Profunctors are categories

Here we use the context of Definition 1. (or, equivalently, of Definition 2.) of page ‘Many Faces of a Profunctor’, that is, we identify a profunctor F:\ct A^{op}\times\ct B\to \Set (according to Definition 3.) with the category \ct F that disjointly contains (isomorphic copies of) \ct A and \ct B and for all objects a\in Ob\ct A,\ b\in Ob\ct B, the set F(a,b) is considered as the homset \ct F(a\ig b) and its elements are called heteromorphisms. Their compositions with arrows of \ct A (from the left) and arrows of \ct B (from the right) are given by the action of the functor F on the arrows.
This setup naturally induces a functor p:\ct F\to\bf 2 where \bf 2 is the category of two objects 0,1 and a single nonidentity arrow 0\to 1 whose preimage at p is exactly the collection of all heteromorphisms in \ct F.
In this setting we write \ct F:\ct A\ag\ct B to express that \ct F is a profunctor from category \ct A to category \ct B.

Definition. Let \ct F and \ct G be profunctors \ct A\ag\ct B. By a profunctor morphism \teta:\ct F\to\ct G we simply mean a functor \ct F\to\ct G such that both of its restrictions, to \ct A and to \ct B, are the identity functors.

Note that such a functor \teta indeed straightly corresponds to a natural transformation F\to G where F,G:\ct A^{op}\times\ct B\to \Set are F(a,b):=\ct F(a\ig b),\ G(a,b):=\ct G(a\ig b).

Definition. A given profunctor \ct F:\ct A\ag\ct B is said to be generated by a class {\it F}_0 of heteromorphisms if every heteromorphism f can be written in the form f = \alpha\,f_0\,\beta for some \alpha\in \ct A,\ f_0\in {\it F}_0,\ \beta\in\ct B.

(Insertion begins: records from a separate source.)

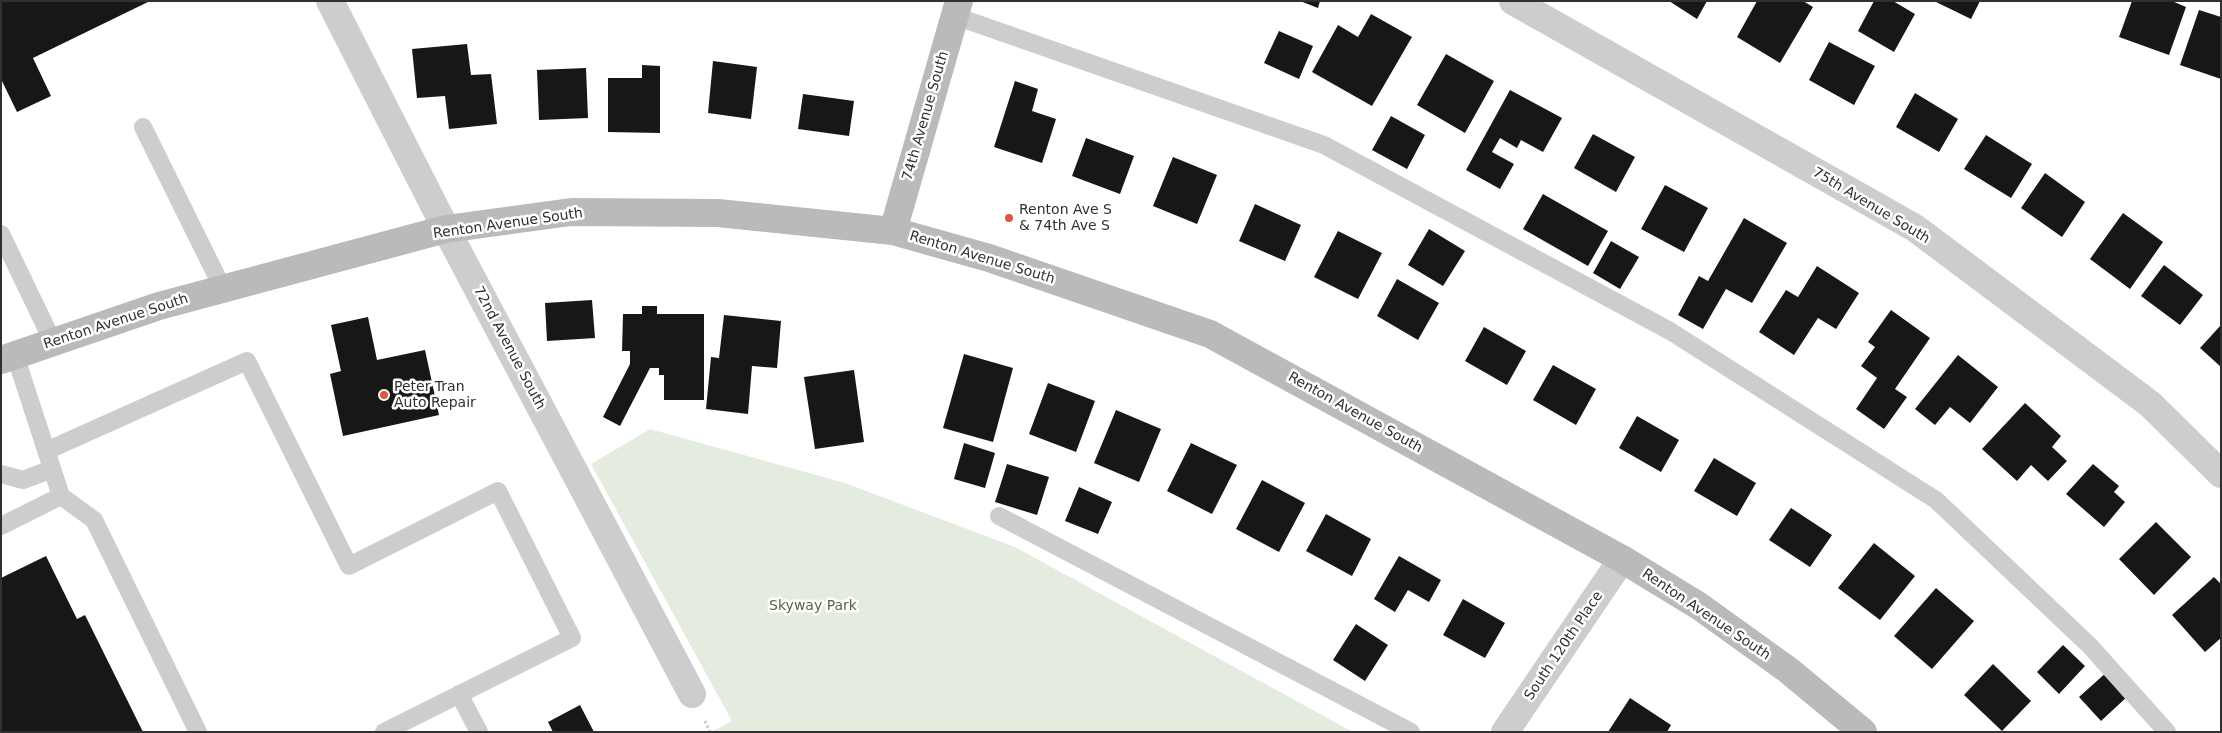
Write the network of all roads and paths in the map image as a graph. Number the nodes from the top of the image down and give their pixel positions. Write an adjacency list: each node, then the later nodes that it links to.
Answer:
1 (330, 1): 5 (street, 72nd Avenue South)
2 (1513, 1): 14 (street, 75th Avenue South)
3 (957, 8): 6 (main road, 74th Avenue South); 27 (lane)
4 (142, 128): 8 (lane)
5 (446, 229): 6 (main road, Renton Avenue South); 8 (main road, Renton Avenue South); 20 (street, 72nd Avenue South)
6 (893, 231): 18 (main road, Renton Avenue South)
7 (1, 234): 9 (lane)
8 (223, 289): 9 (main road, Renton Avenue South)
9 (53, 342): 10 (main road, Renton Avenue South)
10 (8, 357): 11 (lane)
11 (46, 450): 12 (lane); 19 (lane)
12 (52, 469): 13 (lane); 15 (lane)
13 (1, 474)
14 (2221, 474)
15 (61, 496): 17 (lane); 22 (lane)
16 (999, 516): 24 (lane)
17 (1, 526)
18 (1622, 559): 25 (street, South 120th Place); 26 (main road, Renton Avenue South)
19 (460, 694): 21 (lane); 23 (lane)
20 (692, 694)
21 (389, 731)
22 (198, 732)
23 (479, 732)
24 (1411, 732)
25 (1506, 732)
26 (1863, 732)
27 (2167, 732)

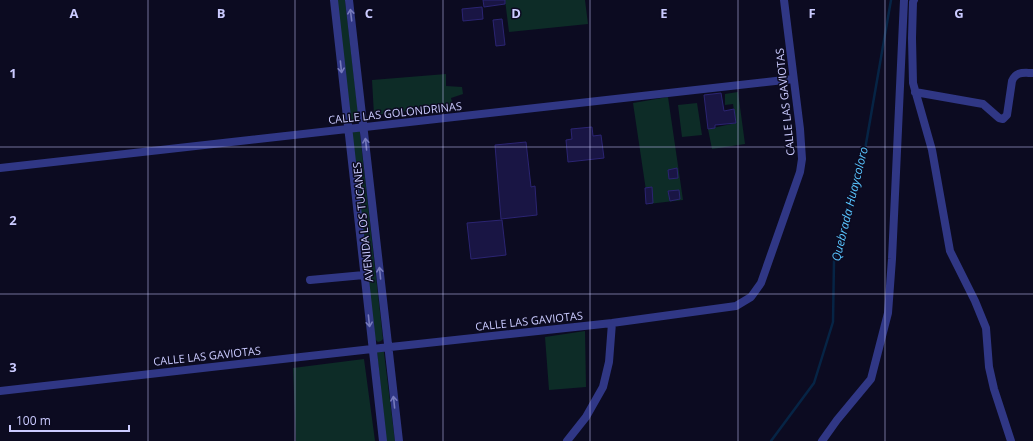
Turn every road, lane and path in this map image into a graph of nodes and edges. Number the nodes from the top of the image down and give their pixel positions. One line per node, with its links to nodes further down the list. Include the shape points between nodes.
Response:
1 (334, 0): 10 (street, AVENIDA LOS TUCANES, one-way to 10)
2 (349, 0): 9 (street, AVENIDA LOS TUCANES, one-way to 2)
3 (784, 0): 7 (street, CALLE LAS GAVIOTAS)
4 (904, 0): 21 (street, via 888,313 871,379)
5 (914, 0): 8 (street, via 912,38)
6 (1033, 73): 8 (street, via 1020,72 1014,76 1007,115 1003,118 999,118 982,104)
7 (793, 79): 9 (street, CALLE LAS GOLONDRINAS); 14 (street, CALLE LAS GAVIOTAS, via 802,159 800,172 761,283 751,296 736,306)
8 (915, 92): 22 (street, via 932,150 950,251 976,301 986,328 989,367)
9 (364, 127): 10 (street, CALLE LAS GOLONDRINAS); 15 (street, AVENIDA LOS TUCANES, one-way to 9)
10 (348, 129): 11 (street, CALLE LAS GOLONDRINAS); 12 (street, AVENIDA LOS TUCANES)
11 (0, 168)
12 (364, 275): 13 (street); 16 (street, AVENIDA LOS TUCANES, one-way to 16)
13 (310, 280)
14 (612, 323): 15 (street, CALLE LAS GAVIOTAS); 20 (street, via 609,362 603,386 586,417)
15 (388, 347): 16 (street, CALLE LAS GAVIOTAS); 19 (street, AVENIDA LOS TUCANES, one-way to 15)
16 (372, 349): 17 (street, CALLE LAS GAVIOTAS); 18 (street, AVENIDA LOS TUCANES)
17 (0, 391)
18 (383, 441)
19 (399, 441)
20 (567, 441)
21 (822, 441)
22 (1011, 441)

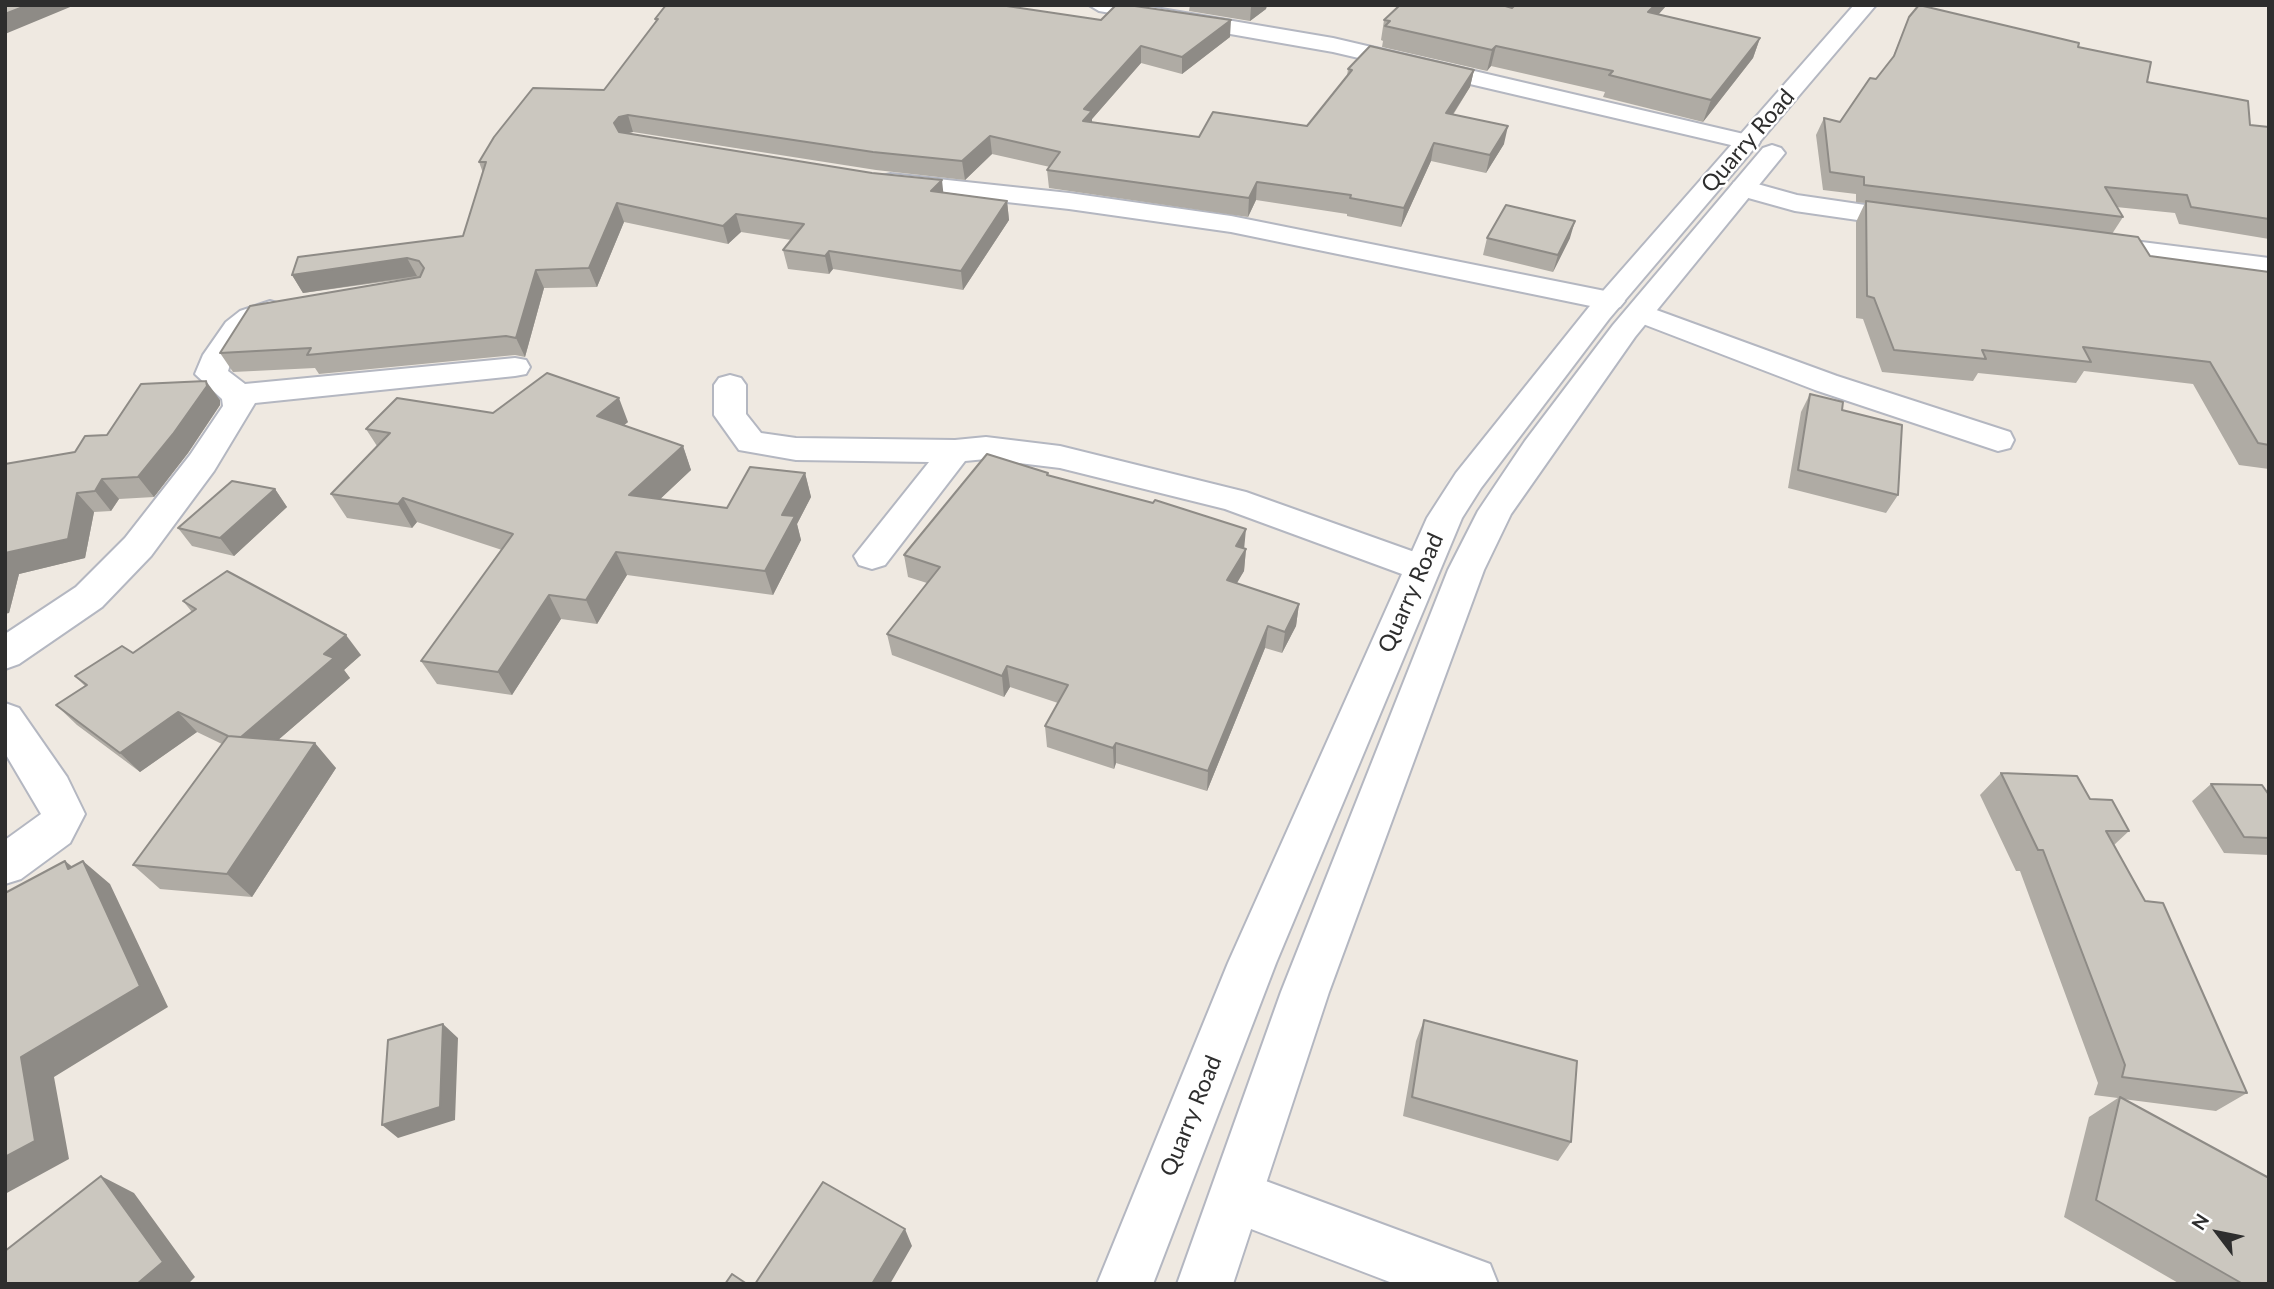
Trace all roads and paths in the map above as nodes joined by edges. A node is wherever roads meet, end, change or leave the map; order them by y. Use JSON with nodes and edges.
{"nodes":[{"id":1,"x":1099,"y":5,"type":"edge"},
{"id":2,"x":1866,"y":5,"type":"edge"},
{"id":3,"x":1895,"y":5,"type":"edge"},
{"id":4,"x":1748,"y":142,"type":"junction"},
{"id":5,"x":862,"y":178,"type":"edge"},
{"id":6,"x":1743,"y":188,"type":"junction"},
{"id":7,"x":1943,"y":224,"type":"edge"},
{"id":8,"x":2064,"y":240,"type":"edge"},
{"id":9,"x":2269,"y":267,"type":"edge"},
{"id":10,"x":297,"y":306,"type":"edge"},
{"id":11,"x":1625,"y":307,"type":"junction"},
{"id":12,"x":515,"y":367,"type":"dead end"},
{"id":13,"x":730,"y":385,"type":"dead end"},
{"id":14,"x":238,"y":395,"type":"junction"},
{"id":15,"x":1998,"y":440,"type":"dead end"},
{"id":16,"x":955,"y":451,"type":"junction"},
{"id":17,"x":872,"y":556,"type":"dead end"},
{"id":18,"x":1421,"y":568,"type":"junction"},
{"id":19,"x":5,"y":654,"type":"edge"},
{"id":20,"x":5,"y":719,"type":"edge"},
{"id":21,"x":5,"y":865,"type":"edge"},
{"id":22,"x":1236,"y":1197,"type":"junction"},
{"id":23,"x":1125,"y":1284,"type":"edge"},
{"id":24,"x":1205,"y":1284,"type":"edge"},
{"id":25,"x":1469,"y":1284,"type":"edge"}],
"edges":[{"from":1,"to":4,"type":"street"},
{"from":2,"to":4,"type":"street","name":"Quarry Road"},
{"from":3,"to":6,"type":"street","name":"Quarry Road"},
{"from":4,"to":11,"type":"street","name":"Quarry Road"},
{"from":5,"to":11,"type":"street"},
{"from":6,"to":7,"type":"street"},
{"from":6,"to":11,"type":"street","name":"Quarry Road"},
{"from":8,"to":9,"type":"street"},
{"from":10,"to":14,"type":"street"},
{"from":11,"to":15,"type":"street"},
{"from":11,"to":18,"type":"street","name":"Quarry Road"},
{"from":11,"to":22,"type":"street","name":"Quarry Road"},
{"from":12,"to":14,"type":"street"},
{"from":13,"to":16,"type":"street"},
{"from":14,"to":19,"type":"street"},
{"from":16,"to":17,"type":"street"},
{"from":16,"to":18,"type":"street"},
{"from":18,"to":23,"type":"street","name":"Quarry Road"},
{"from":20,"to":21,"type":"street"},
{"from":22,"to":24,"type":"street","name":"Quarry Road"},
{"from":22,"to":25,"type":"street"}]}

Definition. Let \ct F:\ct A\ag\ct B and \ct G:\ct B\ag\ct C be profunctors. Their profunctor composition \ct F\ct G is the profunctor \ct A\ag\ct C whose heteromorphisms are formal compositions (i.e. ordered pairs) (f,g) of consecutive heteromorphisms f\in\ct F and g\in\ct G, subject to the (tensor-like) relation that (f\beta,\,g) is considered equal to (f,\,\beta g) for any configuration a\fl f\to b \fl\beta\to b'\fl g\to c.

This is basically the free composition of \ct F and \ct G, and we can actually relax it in the spirit of Definition 2.
For that, let \bf 3 denote the preorder category of the three element ordered set \{0,1,2\}, i.e. it has three objects: 0,1,2 and three nonidentity arrows: {\bf a}_0: 0\to 1,\ {\bf a}_1:1\to 2 and their composition 0\to 2.

Definition. Let \ct F:\ct A\ag\ct B and \ct G:\ct B\ag\ct C be profunctors with p:\ct F\to \bf 2 and q:\ct G\to\bf 2. We call a category \ct U equipped with a functor t:\ct U\to \bf 3, a (realized) ternary composition of \ct F and \ct G, if the preimage of {\bf a}_0 at t is \ct F and the preimage of {\bf a}_1 at t is \ct G.
(Naturally, this condition can be easily rephrased using pullbacks for expressing the preimages.)

Theorem. For fixed profunctors \ct F:\ct A\ag\ct B and \ct G:\ct B\ag\ct C, there is a correspondence between their ternary compositions and profunctor morphisms of the form \ct F\ct G\to \ct H where \ct H is any profunctor \ct A\ag\ct C.

Proof. For a given ternary composition t:\ct U\to\bf 3 we can define \ct H by simply deleting \ct B (=t^{-1}(1)) from \ct U and map the formal composition (f,g) of consecutive heteromorphisms f\in\ct F,\ g\in\ct G to their actual composition fg defined in \ct U.
For a given profunctor morphism \tau:\ct F\ct G\to\ct H we can define the category \ct U as basically the union of \ct F,\ct G and \ct H such that the composition of consecutive heteromorphisms f,g is defined to be (f,g)^\tau.

Corollary. We could have defined the composition \ct F\ct G of profunctors \ct F:\ct A\ag\ct B,\ \ct G:\ct B\ag\ct C as the initial object in the category of their ternary compositions.